▸ Your goal
Nothing but a number should be given: the count of lines in the listing that include "Whittle".

▸ Stored data

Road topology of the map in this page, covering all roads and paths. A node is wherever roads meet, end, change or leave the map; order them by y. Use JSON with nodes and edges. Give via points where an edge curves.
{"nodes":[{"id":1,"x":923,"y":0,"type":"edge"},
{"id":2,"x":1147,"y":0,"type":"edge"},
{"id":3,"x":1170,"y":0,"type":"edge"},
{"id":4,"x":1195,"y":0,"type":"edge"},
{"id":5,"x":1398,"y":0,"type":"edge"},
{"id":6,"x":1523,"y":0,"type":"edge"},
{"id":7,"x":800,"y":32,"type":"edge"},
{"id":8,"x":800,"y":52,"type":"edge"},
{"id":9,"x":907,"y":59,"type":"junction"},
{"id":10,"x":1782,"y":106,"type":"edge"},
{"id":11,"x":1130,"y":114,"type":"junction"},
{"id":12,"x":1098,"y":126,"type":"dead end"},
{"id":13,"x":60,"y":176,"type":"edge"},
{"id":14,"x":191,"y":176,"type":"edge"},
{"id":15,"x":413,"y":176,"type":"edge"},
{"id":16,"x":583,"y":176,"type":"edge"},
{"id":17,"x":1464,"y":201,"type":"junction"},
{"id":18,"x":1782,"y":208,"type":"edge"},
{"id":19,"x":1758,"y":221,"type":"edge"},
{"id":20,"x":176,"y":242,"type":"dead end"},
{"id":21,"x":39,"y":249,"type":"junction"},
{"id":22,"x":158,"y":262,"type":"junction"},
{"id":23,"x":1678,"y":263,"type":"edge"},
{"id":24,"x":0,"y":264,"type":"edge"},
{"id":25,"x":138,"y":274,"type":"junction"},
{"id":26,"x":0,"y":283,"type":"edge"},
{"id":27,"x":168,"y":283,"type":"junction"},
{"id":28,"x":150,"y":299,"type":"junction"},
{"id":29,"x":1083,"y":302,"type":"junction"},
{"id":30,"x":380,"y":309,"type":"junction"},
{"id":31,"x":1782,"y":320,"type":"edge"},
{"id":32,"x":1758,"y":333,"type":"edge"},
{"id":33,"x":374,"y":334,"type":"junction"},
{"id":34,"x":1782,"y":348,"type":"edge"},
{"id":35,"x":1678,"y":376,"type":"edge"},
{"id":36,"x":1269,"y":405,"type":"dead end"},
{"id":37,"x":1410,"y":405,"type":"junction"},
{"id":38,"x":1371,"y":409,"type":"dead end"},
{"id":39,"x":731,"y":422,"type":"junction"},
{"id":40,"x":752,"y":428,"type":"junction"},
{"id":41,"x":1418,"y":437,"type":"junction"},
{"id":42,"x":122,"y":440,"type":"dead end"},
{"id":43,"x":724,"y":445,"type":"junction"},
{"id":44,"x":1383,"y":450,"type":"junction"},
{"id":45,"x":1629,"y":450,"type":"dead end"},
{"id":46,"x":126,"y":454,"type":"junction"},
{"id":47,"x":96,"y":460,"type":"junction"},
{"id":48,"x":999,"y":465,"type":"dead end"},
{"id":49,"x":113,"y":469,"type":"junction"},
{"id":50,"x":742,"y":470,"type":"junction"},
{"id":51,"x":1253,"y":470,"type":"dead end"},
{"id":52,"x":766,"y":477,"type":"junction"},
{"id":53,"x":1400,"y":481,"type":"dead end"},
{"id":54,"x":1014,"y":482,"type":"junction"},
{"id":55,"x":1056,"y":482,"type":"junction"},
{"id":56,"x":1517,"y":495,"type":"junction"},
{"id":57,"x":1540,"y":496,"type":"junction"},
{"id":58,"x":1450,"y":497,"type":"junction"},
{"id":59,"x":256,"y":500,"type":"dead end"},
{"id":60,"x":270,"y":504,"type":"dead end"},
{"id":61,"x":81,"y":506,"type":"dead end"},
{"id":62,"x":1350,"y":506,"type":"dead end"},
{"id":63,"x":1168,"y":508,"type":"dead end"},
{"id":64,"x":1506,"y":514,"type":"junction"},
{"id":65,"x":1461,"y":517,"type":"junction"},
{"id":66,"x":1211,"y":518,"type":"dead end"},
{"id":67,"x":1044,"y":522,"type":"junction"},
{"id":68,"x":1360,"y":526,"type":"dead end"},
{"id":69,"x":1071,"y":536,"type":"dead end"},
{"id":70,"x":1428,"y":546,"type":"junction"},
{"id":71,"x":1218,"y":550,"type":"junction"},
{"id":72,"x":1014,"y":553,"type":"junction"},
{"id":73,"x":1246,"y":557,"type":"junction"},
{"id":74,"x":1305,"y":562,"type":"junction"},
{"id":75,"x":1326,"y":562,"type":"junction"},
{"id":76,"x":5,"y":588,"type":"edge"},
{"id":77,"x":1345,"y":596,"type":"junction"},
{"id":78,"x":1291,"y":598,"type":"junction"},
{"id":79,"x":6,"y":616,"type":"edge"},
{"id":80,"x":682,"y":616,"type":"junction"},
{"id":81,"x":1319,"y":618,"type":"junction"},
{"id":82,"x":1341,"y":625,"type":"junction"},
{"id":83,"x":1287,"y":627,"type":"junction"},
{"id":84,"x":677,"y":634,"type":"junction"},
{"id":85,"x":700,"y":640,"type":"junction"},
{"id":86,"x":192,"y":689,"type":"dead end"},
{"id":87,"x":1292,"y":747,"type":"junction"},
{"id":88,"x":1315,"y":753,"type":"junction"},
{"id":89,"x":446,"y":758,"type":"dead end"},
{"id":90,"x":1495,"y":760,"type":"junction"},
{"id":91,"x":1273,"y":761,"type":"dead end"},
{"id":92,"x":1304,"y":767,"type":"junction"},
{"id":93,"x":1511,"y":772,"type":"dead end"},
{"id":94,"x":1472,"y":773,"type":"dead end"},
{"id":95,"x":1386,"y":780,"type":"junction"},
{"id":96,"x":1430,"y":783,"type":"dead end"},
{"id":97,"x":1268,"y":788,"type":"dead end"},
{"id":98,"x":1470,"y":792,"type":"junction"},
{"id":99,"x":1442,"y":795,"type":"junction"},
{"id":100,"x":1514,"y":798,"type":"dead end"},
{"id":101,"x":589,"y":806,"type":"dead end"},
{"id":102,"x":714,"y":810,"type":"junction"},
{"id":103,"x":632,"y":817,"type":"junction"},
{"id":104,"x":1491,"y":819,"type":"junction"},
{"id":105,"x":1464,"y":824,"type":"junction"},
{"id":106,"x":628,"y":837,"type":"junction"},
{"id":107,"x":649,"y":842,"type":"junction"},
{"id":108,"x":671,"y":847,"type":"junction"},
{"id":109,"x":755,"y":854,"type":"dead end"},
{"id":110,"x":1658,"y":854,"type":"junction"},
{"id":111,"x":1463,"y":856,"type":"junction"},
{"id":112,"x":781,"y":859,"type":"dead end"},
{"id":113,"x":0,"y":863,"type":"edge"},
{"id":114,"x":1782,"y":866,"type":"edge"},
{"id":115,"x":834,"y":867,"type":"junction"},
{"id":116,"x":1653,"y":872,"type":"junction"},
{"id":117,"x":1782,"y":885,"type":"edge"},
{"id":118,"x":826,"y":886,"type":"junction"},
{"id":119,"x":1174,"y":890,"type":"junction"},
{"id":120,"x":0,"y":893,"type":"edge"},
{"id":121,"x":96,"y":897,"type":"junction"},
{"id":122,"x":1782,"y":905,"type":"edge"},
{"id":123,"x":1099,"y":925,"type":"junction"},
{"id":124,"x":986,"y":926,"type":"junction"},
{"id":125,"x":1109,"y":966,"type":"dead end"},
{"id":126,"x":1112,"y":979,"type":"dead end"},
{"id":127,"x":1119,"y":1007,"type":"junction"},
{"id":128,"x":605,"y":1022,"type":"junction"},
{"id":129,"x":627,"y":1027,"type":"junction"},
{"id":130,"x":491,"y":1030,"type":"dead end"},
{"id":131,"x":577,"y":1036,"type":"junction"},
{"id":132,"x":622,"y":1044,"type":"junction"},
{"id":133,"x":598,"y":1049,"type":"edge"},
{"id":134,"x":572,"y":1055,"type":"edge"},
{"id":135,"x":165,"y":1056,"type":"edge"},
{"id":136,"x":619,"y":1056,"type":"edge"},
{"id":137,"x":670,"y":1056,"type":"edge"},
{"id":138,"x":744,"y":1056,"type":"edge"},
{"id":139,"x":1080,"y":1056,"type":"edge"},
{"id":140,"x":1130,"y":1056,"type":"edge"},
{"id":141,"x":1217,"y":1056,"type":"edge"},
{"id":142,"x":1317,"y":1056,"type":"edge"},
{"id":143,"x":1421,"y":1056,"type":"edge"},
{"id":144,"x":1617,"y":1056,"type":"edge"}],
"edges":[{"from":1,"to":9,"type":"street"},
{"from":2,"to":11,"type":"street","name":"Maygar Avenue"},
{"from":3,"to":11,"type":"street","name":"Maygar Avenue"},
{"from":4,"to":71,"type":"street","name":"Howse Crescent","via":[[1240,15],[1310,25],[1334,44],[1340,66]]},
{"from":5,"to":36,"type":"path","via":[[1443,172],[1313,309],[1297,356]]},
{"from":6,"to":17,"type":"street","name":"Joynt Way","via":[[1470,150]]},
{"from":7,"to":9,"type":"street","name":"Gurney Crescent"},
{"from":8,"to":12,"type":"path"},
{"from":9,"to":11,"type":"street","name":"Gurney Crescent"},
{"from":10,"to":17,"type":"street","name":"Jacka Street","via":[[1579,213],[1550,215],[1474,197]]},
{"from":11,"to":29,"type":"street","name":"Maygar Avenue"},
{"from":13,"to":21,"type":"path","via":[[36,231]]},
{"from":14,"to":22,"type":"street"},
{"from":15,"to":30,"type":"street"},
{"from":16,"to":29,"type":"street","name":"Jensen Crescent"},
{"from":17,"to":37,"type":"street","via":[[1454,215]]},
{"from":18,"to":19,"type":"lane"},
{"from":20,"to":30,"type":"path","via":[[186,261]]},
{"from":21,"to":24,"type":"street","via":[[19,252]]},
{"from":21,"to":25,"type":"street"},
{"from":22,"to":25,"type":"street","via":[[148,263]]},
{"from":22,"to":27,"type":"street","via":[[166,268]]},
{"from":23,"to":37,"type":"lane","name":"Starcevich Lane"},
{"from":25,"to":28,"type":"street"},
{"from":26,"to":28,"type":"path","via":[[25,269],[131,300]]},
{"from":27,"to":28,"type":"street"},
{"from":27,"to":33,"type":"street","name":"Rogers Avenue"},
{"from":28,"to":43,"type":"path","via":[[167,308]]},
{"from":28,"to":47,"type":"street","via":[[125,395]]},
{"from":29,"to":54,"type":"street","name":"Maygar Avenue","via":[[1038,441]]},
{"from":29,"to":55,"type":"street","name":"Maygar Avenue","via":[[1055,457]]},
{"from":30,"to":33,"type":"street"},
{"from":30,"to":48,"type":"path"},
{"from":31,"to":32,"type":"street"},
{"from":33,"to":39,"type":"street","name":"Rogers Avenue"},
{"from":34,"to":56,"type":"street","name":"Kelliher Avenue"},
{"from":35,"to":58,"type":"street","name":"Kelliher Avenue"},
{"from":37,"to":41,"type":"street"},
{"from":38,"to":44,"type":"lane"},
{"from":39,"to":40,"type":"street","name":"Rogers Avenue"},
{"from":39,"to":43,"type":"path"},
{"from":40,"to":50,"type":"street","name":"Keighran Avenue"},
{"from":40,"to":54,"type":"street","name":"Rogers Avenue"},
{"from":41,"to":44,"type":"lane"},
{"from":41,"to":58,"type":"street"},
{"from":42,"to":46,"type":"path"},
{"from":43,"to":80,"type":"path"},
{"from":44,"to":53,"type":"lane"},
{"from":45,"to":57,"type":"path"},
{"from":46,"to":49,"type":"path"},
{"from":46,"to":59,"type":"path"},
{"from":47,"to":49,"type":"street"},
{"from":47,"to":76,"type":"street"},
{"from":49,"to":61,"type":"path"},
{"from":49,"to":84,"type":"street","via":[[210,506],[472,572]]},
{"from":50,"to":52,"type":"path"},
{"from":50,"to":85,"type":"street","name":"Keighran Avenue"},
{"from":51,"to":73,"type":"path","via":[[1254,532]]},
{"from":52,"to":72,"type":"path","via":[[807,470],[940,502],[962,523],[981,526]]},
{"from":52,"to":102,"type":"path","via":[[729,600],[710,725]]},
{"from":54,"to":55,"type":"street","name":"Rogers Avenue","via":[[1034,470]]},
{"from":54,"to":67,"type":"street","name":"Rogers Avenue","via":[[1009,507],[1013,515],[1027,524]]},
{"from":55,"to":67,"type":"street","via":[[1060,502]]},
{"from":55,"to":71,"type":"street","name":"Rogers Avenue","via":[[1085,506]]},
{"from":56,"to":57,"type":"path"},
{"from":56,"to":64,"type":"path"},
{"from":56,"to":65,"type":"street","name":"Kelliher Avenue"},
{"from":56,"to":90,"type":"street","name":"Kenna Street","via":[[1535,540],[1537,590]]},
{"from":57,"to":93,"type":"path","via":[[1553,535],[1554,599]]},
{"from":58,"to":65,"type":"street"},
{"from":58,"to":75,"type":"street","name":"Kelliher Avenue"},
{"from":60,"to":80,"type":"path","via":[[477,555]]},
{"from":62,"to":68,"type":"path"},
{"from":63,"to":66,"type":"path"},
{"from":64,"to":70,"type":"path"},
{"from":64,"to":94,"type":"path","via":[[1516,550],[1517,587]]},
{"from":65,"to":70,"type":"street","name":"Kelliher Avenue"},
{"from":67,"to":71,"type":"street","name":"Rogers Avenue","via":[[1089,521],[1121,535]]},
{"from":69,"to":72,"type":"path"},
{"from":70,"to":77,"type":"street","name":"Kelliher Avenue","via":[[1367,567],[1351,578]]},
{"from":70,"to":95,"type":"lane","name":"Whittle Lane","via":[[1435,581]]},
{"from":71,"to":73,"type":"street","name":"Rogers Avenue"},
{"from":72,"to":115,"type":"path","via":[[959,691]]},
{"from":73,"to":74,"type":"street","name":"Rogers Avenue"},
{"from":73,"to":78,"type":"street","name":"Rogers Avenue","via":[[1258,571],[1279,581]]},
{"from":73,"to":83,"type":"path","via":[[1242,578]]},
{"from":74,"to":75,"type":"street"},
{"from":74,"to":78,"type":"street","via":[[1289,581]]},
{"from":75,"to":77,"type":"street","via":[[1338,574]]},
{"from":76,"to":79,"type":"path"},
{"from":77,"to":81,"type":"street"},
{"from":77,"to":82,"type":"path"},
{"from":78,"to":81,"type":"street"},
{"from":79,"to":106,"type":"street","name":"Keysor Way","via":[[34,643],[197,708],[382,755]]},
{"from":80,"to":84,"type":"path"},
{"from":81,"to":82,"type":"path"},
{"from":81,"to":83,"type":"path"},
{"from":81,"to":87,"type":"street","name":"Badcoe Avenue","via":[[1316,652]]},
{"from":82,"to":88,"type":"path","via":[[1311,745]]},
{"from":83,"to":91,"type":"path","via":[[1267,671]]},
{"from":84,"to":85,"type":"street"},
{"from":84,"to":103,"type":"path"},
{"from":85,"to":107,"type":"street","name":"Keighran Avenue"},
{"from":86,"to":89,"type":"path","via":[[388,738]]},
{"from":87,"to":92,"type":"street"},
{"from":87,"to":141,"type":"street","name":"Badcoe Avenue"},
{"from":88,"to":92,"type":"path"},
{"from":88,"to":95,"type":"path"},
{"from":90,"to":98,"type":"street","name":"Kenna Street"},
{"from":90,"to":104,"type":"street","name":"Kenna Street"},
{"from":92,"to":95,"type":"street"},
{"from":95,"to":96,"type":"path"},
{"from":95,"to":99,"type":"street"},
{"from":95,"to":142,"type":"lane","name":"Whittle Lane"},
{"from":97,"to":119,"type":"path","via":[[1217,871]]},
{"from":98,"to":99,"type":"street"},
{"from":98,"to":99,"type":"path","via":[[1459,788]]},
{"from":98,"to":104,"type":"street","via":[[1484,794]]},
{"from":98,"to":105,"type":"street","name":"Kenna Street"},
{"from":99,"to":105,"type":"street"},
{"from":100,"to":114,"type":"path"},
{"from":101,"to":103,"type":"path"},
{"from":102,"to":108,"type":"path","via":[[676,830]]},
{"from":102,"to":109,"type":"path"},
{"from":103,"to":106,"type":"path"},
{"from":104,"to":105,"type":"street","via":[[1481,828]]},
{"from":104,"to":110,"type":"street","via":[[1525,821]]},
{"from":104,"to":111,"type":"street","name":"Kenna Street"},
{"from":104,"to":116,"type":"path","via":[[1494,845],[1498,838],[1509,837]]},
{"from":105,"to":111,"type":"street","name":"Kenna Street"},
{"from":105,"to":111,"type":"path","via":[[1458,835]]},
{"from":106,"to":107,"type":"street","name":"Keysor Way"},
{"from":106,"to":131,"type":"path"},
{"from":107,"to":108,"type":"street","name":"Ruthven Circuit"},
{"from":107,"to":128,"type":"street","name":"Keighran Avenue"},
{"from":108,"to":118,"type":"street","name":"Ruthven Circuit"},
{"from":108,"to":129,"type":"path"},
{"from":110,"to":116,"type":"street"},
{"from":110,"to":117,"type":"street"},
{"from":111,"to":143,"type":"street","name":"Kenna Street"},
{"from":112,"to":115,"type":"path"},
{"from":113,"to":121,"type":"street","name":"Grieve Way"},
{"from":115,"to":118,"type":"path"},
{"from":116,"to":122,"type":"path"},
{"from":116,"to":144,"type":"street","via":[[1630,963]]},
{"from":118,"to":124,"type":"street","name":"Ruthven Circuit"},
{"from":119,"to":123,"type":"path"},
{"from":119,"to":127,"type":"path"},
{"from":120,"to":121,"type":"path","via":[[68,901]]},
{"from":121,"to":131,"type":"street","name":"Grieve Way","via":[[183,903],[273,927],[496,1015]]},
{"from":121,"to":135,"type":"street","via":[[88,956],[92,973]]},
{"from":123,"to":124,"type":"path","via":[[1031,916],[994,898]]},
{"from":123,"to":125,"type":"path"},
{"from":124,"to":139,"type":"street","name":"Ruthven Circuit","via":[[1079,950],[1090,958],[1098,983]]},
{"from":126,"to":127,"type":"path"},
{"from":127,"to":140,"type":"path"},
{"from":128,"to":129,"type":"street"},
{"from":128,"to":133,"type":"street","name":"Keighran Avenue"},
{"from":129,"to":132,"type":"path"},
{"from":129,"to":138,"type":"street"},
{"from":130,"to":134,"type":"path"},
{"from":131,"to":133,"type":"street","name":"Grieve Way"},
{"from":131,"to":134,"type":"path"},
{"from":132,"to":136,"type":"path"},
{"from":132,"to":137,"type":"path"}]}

▸ Task result
2